> _Records contained in a dataset_
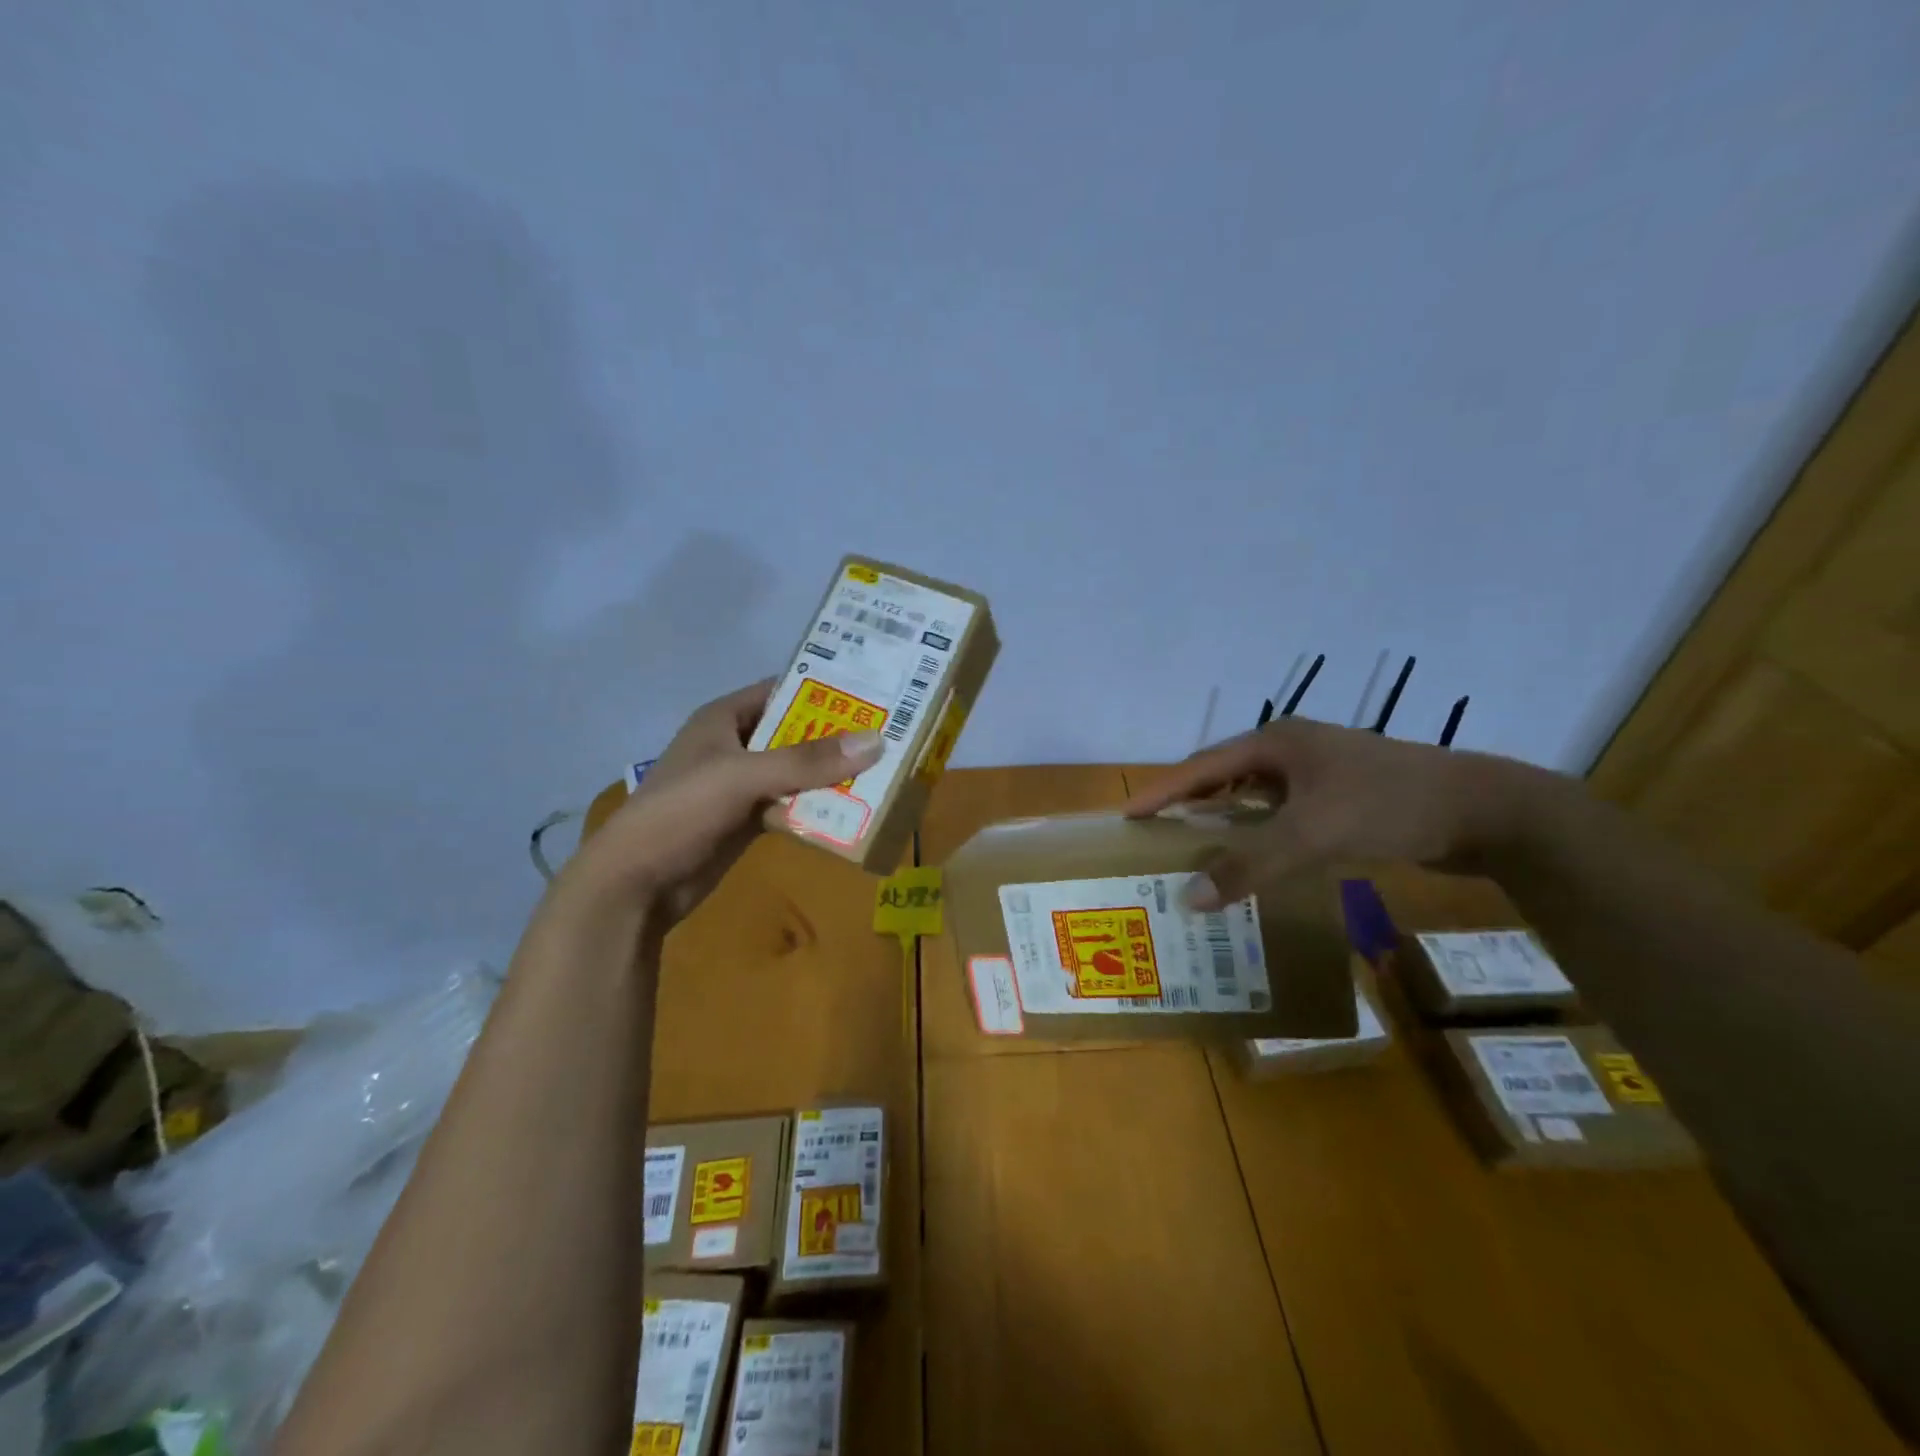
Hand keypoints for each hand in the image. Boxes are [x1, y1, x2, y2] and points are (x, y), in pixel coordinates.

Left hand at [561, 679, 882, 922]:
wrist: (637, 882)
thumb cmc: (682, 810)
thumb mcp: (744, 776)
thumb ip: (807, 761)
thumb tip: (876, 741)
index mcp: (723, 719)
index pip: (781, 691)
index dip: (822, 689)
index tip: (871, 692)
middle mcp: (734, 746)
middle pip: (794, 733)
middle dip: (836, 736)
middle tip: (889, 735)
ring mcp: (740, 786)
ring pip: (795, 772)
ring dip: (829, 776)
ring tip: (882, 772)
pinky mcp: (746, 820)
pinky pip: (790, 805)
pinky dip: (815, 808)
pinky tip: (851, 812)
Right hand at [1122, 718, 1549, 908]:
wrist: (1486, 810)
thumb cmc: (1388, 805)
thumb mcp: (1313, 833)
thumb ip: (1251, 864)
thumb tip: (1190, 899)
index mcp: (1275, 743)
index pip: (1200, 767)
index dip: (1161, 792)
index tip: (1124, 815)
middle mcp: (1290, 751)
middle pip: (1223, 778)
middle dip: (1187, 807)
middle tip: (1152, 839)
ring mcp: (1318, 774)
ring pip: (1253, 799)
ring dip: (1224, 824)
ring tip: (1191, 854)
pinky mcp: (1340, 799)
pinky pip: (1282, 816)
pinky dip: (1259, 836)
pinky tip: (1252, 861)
---
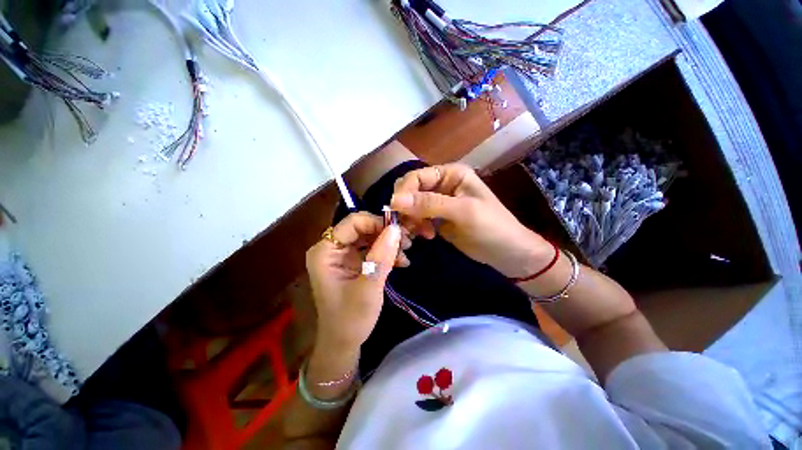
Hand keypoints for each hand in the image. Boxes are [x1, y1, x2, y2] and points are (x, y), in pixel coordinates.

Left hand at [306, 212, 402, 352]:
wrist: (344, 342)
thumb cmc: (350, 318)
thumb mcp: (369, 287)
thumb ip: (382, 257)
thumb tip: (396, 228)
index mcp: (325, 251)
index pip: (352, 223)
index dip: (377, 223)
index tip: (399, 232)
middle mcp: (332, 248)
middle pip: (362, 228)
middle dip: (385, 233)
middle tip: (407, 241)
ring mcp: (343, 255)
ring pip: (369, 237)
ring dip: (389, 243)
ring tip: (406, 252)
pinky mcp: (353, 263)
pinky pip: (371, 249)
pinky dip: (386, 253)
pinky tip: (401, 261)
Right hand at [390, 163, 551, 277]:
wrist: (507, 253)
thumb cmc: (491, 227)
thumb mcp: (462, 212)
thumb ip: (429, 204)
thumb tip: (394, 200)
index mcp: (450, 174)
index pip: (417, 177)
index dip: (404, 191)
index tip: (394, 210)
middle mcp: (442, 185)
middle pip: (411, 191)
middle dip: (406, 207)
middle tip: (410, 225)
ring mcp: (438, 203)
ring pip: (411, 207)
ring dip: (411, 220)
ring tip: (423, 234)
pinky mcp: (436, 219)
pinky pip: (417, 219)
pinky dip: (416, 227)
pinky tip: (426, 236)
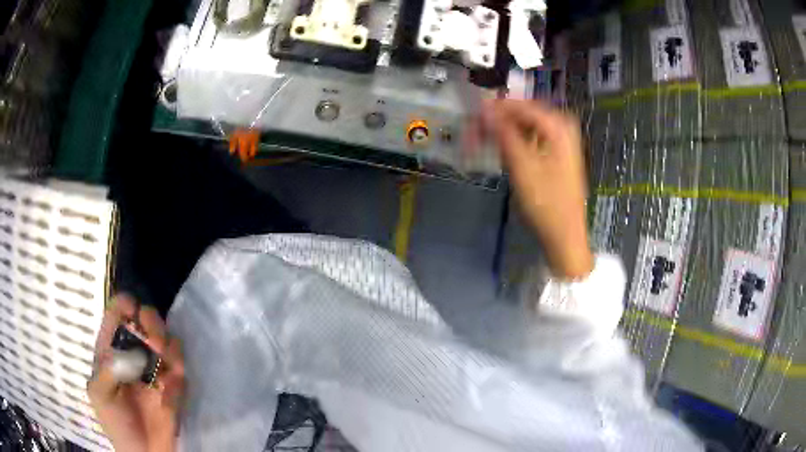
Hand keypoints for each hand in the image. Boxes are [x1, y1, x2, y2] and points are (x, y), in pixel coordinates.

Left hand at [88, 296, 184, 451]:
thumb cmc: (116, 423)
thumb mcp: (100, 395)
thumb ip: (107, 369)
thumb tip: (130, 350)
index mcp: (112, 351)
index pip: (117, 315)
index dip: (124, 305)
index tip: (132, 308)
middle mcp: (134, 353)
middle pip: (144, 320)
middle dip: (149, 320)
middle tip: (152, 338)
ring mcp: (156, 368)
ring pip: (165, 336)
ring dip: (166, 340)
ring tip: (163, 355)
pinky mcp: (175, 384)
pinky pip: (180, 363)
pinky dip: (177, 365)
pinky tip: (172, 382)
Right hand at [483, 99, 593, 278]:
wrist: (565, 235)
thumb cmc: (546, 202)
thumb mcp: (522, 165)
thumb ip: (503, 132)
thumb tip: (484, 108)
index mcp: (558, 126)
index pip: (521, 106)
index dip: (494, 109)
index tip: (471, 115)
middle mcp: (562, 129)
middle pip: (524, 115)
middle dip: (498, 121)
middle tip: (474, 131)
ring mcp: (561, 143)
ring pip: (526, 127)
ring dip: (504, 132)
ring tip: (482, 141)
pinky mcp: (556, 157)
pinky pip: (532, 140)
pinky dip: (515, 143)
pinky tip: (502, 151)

> _Task prompt_
Copy out each line of the data that includes the string "Right".

> _Solved problem_
Right hand at [1122, 718, 1549, 908]:
Right hand at [390, 163, 551, 277]:
Right hand at [483, 99, 593, 278]:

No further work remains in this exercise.